[ aws . guardduty ]

update-threat-intel-set

Description

Updates the ThreatIntelSet specified by the ThreatIntelSet ID.

See also: AWS API Documentation

See ‘aws help’ for descriptions of global parameters.

Synopsis

  update-threat-intel-set
--detector-id <value>
--threat-intel-set-id <value>
[--name <value>]
[--location <value>]
[--activate | --no-activate]
[--cli-input-json | --cli-input-yaml]
[--generate-cli-skeleton <value>]

Options

--detector-id (string)

The detectorID that specifies the GuardDuty service whose ThreatIntelSet you want to update.

--threat-intel-set-id (string)

The unique ID that specifies the ThreatIntelSet that you want to update.

--name (string)

The unique ID that specifies the ThreatIntelSet that you want to update.

--location (string)

The updated URI of the file that contains the ThreateIntelSet.

--activate | --no-activate (boolean)

The updated Boolean value that specifies whether the ThreateIntelSet is active or not.

--cli-input-json | --cli-input-yaml (string) Reads arguments from the JSON string provided. The JSON string follows the format provided by --generate-cli-skeleton. If other arguments are provided on the command line, those values will override the JSON-provided values. It is not possible to pass arbitrary binary values using a JSON-provided value as the string will be taken literally. This may not be specified along with --cli-input-yaml.
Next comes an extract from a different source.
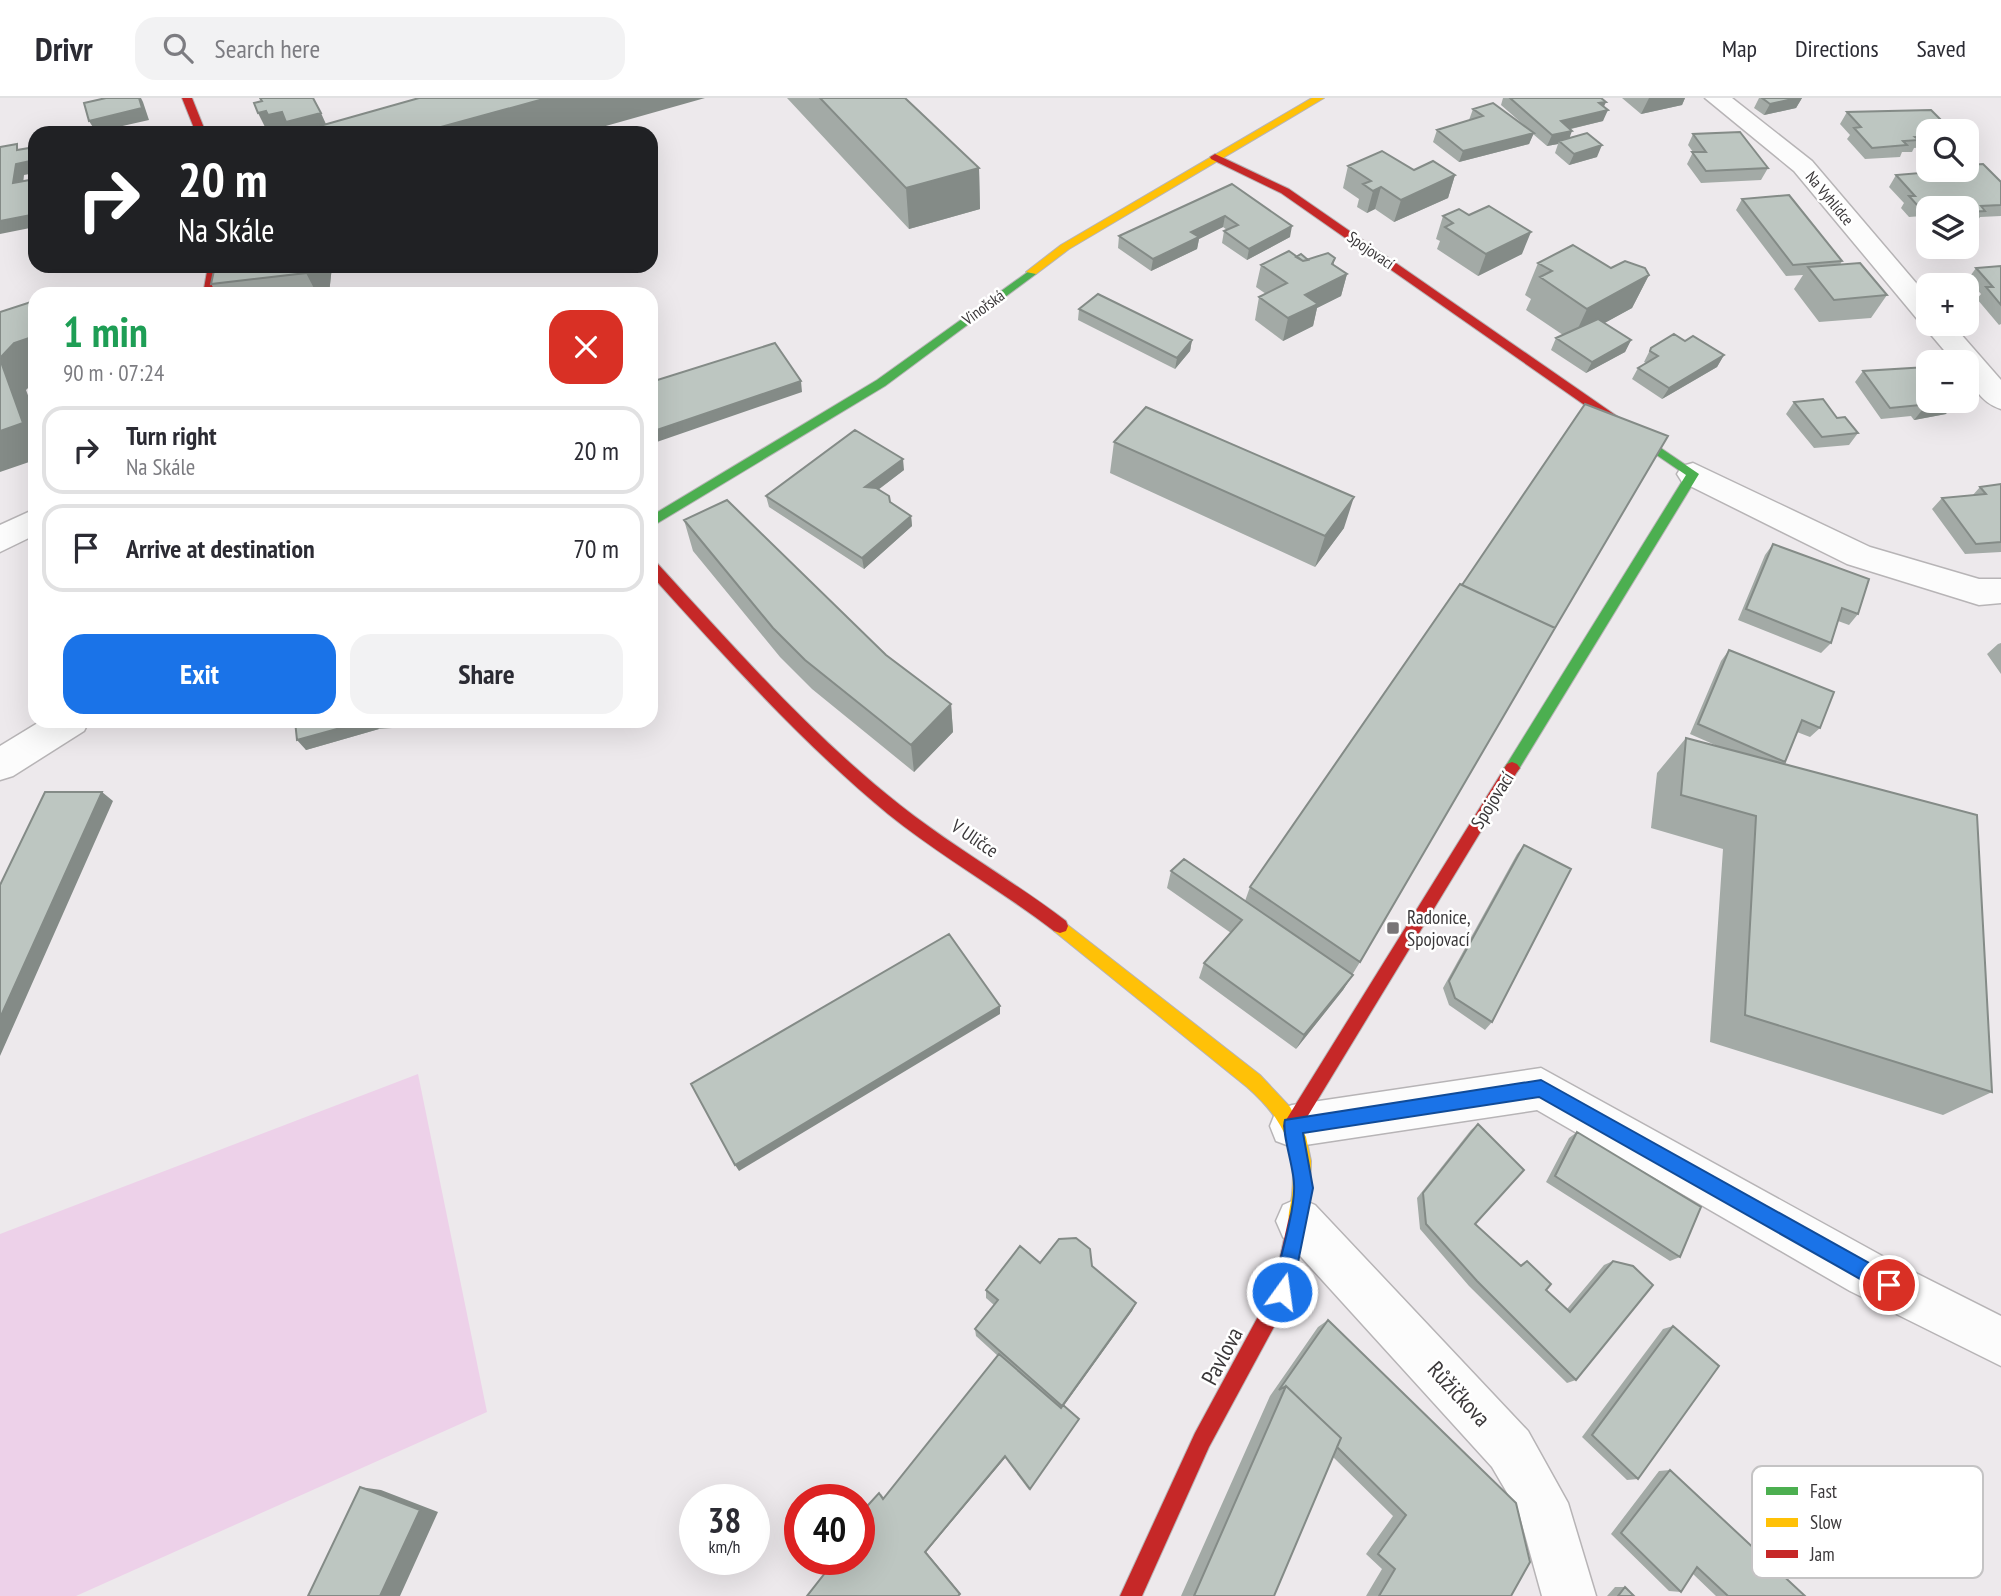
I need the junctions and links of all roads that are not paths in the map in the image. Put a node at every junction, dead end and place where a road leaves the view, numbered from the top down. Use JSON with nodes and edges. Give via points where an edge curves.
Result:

--generate-cli-skeleton (string) Prints a JSON skeleton to standard output without sending an API request. If provided with no value or the value input, prints a sample input JSON that can be used as an argument for --cli-input-json. Similarly, if provided yaml-input it will print a sample input YAML that can be used with --cli-input-yaml. If provided with the value output, it validates the command inputs and returns a sample output JSON for that command.

See ‘aws help’ for descriptions of global parameters.